_Records from a dataset_:
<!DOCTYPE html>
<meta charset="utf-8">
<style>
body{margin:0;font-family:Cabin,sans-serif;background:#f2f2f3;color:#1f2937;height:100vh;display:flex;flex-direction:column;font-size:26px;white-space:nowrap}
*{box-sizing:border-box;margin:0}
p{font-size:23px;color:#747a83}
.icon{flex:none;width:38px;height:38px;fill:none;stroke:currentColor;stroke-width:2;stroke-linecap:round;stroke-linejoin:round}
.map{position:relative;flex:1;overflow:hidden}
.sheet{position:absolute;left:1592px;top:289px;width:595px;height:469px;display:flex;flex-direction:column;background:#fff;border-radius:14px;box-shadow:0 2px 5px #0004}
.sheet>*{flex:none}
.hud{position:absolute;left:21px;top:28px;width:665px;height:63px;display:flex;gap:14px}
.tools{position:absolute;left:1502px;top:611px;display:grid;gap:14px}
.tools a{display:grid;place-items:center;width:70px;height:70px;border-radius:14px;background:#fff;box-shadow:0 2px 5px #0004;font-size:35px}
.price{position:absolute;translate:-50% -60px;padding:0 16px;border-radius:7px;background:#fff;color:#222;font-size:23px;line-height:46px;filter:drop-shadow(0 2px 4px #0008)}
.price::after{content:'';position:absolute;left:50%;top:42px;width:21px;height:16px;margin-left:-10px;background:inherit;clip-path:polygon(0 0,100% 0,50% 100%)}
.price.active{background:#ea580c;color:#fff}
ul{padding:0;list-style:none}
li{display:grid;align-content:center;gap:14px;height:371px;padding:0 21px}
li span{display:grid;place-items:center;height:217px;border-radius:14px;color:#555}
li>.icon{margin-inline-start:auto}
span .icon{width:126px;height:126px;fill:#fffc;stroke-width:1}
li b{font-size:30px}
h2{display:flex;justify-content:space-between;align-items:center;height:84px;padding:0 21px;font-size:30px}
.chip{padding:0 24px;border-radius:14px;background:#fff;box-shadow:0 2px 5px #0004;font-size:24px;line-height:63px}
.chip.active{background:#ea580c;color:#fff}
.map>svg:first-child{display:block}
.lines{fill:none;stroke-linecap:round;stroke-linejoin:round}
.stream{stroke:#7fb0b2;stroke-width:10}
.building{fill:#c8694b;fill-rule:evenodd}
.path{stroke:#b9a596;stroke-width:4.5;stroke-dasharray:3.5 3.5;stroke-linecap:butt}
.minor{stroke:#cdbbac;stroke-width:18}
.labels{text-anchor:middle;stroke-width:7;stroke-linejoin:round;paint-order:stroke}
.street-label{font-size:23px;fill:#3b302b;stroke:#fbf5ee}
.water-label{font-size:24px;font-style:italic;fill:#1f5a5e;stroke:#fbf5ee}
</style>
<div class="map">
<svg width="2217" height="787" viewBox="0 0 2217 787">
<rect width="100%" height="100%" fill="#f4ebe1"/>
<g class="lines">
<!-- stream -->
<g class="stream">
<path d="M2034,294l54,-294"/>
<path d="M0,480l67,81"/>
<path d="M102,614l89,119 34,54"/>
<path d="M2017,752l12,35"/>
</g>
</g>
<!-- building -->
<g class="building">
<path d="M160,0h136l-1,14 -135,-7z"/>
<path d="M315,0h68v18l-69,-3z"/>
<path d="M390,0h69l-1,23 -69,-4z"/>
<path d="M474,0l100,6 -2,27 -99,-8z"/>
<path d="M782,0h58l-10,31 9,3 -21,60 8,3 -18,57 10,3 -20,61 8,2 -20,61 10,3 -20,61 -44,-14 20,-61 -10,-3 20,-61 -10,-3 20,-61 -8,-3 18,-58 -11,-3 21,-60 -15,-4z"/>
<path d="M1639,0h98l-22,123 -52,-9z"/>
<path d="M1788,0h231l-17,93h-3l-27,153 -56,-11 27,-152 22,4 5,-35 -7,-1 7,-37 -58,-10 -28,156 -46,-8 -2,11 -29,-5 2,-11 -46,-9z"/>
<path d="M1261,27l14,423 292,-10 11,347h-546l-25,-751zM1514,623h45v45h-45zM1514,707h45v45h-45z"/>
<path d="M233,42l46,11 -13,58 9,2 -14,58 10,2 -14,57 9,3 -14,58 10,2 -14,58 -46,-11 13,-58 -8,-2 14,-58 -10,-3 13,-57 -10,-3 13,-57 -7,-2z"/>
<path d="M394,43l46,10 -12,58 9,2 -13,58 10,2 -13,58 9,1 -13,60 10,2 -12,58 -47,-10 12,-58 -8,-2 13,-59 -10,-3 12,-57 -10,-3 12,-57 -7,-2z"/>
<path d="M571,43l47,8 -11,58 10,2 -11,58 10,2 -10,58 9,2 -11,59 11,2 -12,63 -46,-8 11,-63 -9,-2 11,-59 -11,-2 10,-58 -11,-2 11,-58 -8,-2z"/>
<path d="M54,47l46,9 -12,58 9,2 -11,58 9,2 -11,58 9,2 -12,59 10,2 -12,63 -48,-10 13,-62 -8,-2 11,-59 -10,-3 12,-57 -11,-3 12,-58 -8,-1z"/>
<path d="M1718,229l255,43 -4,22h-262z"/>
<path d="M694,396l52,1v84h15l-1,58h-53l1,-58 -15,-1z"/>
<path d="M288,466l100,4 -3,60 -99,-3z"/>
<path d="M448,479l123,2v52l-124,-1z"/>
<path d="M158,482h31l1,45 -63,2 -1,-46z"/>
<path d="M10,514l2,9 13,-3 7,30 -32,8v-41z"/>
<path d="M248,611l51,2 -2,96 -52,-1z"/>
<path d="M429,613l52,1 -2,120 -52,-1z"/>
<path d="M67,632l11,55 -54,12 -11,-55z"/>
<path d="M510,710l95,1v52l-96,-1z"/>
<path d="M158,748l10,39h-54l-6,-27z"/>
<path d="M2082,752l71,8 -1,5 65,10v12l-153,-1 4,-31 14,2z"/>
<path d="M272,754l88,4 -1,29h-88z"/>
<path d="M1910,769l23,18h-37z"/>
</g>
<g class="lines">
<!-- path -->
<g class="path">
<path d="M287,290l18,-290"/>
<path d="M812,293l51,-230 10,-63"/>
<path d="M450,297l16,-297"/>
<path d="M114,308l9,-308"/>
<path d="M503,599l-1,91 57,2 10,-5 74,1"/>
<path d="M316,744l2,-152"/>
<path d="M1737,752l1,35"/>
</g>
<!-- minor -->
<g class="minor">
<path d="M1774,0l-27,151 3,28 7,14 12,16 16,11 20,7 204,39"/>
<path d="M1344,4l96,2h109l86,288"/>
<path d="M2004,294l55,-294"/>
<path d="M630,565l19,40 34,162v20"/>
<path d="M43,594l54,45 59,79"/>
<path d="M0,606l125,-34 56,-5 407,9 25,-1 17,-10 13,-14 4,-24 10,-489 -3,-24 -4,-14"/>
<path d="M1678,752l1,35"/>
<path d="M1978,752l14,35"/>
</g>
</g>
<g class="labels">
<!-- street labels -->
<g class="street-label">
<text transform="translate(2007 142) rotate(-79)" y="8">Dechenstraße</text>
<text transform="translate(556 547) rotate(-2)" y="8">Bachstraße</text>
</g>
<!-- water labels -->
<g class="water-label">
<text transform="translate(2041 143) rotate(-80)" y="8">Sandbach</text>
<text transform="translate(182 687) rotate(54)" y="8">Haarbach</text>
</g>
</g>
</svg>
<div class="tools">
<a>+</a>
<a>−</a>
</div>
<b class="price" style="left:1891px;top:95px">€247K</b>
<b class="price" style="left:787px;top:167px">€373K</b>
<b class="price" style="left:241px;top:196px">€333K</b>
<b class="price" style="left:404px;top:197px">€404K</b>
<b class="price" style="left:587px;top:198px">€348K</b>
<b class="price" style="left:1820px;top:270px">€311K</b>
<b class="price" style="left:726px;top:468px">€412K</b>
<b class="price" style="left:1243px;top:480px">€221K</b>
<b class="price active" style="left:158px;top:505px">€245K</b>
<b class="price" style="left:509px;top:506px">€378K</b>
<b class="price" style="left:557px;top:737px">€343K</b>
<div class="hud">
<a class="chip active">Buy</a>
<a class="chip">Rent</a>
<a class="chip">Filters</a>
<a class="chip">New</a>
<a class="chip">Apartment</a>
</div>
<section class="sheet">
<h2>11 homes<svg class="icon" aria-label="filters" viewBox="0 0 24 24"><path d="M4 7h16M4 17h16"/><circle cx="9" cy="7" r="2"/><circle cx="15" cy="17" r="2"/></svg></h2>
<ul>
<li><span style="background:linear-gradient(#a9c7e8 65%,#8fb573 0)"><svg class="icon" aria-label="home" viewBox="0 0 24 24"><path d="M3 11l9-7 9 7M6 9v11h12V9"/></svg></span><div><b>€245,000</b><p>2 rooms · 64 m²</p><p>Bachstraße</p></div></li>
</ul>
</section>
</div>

_TASK DETAILS_: Among the lines above, list those that contain the word "absolute".

_RESPONSE_:
.sheet{position:absolute;left:1592px;top:289px;width:595px;height:469px;display:flex;flex-direction:column;background:#fff;border-radius:14px;box-shadow:0 2px 5px #0004}
.hud{position:absolute;left:21px;top:28px;width:665px;height:63px;display:flex;gap:14px}
.tools{position:absolute;left:1502px;top:611px;display:grid;gap:14px}
.price{position:absolute;translate:-50% -60px;padding:0 16px;border-radius:7px;background:#fff;color:#222;font-size:23px;line-height:46px;filter:drop-shadow(0 2px 4px #0008)}
.price::after{content:'';position:absolute;left:50%;top:42px;width:21px;height:16px;margin-left:-10px;background:inherit;clip-path:polygon(0 0,100% 0,50% 100%)}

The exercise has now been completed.